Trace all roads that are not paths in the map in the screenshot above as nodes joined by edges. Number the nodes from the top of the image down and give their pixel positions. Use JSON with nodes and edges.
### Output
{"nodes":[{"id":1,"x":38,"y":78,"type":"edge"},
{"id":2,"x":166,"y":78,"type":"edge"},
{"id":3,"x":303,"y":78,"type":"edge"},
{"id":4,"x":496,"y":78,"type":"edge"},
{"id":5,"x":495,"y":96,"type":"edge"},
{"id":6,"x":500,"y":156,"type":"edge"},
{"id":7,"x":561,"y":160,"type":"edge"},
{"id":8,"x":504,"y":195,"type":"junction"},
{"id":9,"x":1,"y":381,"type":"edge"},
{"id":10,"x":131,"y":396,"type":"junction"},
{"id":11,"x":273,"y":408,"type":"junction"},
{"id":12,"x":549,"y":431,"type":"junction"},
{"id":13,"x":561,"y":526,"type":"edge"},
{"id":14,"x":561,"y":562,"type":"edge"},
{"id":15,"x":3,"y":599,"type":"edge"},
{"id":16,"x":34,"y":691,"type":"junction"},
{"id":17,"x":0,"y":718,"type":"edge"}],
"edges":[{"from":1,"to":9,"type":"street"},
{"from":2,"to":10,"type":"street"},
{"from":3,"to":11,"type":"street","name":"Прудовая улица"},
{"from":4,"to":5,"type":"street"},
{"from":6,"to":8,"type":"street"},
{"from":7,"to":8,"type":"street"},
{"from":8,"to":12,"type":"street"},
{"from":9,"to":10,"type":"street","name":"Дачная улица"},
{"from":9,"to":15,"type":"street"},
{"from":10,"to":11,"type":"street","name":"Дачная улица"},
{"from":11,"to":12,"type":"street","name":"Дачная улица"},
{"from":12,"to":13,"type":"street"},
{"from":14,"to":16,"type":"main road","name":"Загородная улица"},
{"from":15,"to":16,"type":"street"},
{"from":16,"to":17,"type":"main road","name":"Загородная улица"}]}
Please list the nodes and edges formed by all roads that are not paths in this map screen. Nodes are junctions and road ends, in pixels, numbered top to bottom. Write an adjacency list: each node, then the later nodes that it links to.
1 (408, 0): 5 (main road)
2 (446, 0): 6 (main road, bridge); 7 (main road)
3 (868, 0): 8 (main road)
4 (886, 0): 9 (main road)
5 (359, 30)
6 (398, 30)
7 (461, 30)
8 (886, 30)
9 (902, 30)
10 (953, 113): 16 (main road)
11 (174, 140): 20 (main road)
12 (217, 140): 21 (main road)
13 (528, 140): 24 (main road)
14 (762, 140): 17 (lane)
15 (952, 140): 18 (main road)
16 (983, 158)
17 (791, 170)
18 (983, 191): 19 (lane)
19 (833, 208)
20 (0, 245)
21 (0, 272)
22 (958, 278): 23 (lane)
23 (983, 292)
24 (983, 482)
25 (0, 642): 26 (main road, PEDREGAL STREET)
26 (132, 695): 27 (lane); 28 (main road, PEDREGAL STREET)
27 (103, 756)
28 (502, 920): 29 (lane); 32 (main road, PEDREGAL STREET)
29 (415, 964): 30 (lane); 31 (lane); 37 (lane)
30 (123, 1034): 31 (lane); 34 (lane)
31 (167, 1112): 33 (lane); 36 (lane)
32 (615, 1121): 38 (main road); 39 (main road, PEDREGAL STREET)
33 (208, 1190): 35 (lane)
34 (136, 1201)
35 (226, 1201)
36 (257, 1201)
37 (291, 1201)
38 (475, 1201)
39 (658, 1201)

TASK OBJECTIVE: Could you retype the entire listing exactly?

EXERCISE RESULT:
Trace all roads that are not paths in the map in the screenshot above as nodes joined by edges. Number the nodes from the top of the image down and give their pixel positions. Use JSON with nodes and edges.
### Output
{"nodes":[{"id":1,"x":38,"y":78,"type":"edge"},
{"id":2,"x":166,"y":78,"type":"edge"},
{"id":3,"x":303,"y":78,"type":"edge"},
{"id":4,"x":496,"y":78,"type":"edge"},
{"id":5,"x":495,"y":96,"type":"edge"},
{"id":6,"x":500,"y":156,"type":"edge"},
{"id":7,"x":561,"y":160,"type":"edge"},
{"id":8,"x":504,"y":195,"type":"junction"},
{"id":9,"x":1,"y":381,"type":"edge"},
{"id":10,"x":131,"y":396,"type":"junction"},
{"id":11,"x":273,"y":408,"type":"junction"},
{"id":12,"x":549,"y":431,"type":"junction"},
{"id":13,"x":561,"y":526,"type":"edge"},
{"id":14,"x":561,"y":562,"type":"edge"},
{"id":15,"x":3,"y":599,"type":"edge"},
{"id":16,"x":34,"y":691,"type":"junction"},
{"id":17,"x":0,"y":718,"type":"edge"}],
"edges":[{"from":1,"to":9,"type":"street"},
{"from":2,"to":10,"type":"street"},
{"from":3,"to":11,"type":"street","name":"Прудовая улица"},
{"from":4,"to":5,"type":"street"},
{"from":6,"to":8,"type":"street"},
{"from":7,"to":8,"type":"street"},
{"from":8,"to":12,"type":"street"},
{"from":9,"to":10,"type":"street","name":"Дачная улица"},
{"from":9,"to":15,"type":"street"},
{"from":10,"to":11,"type":"street","name":"Дачная улица"},
{"from":11,"to":12,"type":"street","name":"Дачная улица"},
{"from":12,"to":13,"type":"street"},
{"from":14,"to":16,"type":"main road","name":"Загородная улица"},
{"from":15,"to":16,"type":"street"},
{"from":16,"to":17,"type":"main road","name":"Загородная улица"}]}
Please list the nodes and edges formed by all roads that are not paths in this map screen. Nodes are junctions and road ends, in pixels, numbered top to bottom. Write an adjacency list: each node, then the later nodes that it links to.
1 (408, 0): 5 (main road)
2 (446, 0): 6 (main road, bridge); 7 (main road)
3 (868, 0): 8 (main road)
4 (886, 0): 9 (main road)
5 (359, 30)
6 (398, 30)
7 (461, 30)
8 (886, 30)
9 (902, 30)
10 (953, 113): 16 (main road)
11 (174, 140): 20 (main road)
12 (217, 140): 21 (main road)
13 (528, 140): 24 (main road)
14 (762, 140): 17 (lane)
15 (952, 140): 18 (main road)
16 (983, 158)
17 (791, 170)
18 (983, 191): 19 (lane)
19 (833, 208)
20 (0, 245)
21 (0, 272)
22 (958, 278): 23 (lane)
23 (983, 292)
24 (983, 482)
25 (0, 642): 26 (main road, PEDREGAL STREET)
26 (132, 695): 27 (lane); 28 (main road, PEDREGAL STREET)
27 (103, 756)
28 (502, 920): 29 (lane); 32 (main road, PEDREGAL STREET)
29 (415, 964): 30 (lane); 31 (lane); 37 (lane)
30 (123, 1034): 31 (lane); 34 (lane)
31 (167, 1112): 33 (lane); 36 (lane)
32 (615, 1121): 38 (main road); 39 (main road, PEDREGAL STREET)
33 (208, 1190): 35 (lane)
34 (136, 1201)
35 (226, 1201)
36 (257, 1201)
37 (291, 1201)
38 (475, 1201)
39 (658, 1201)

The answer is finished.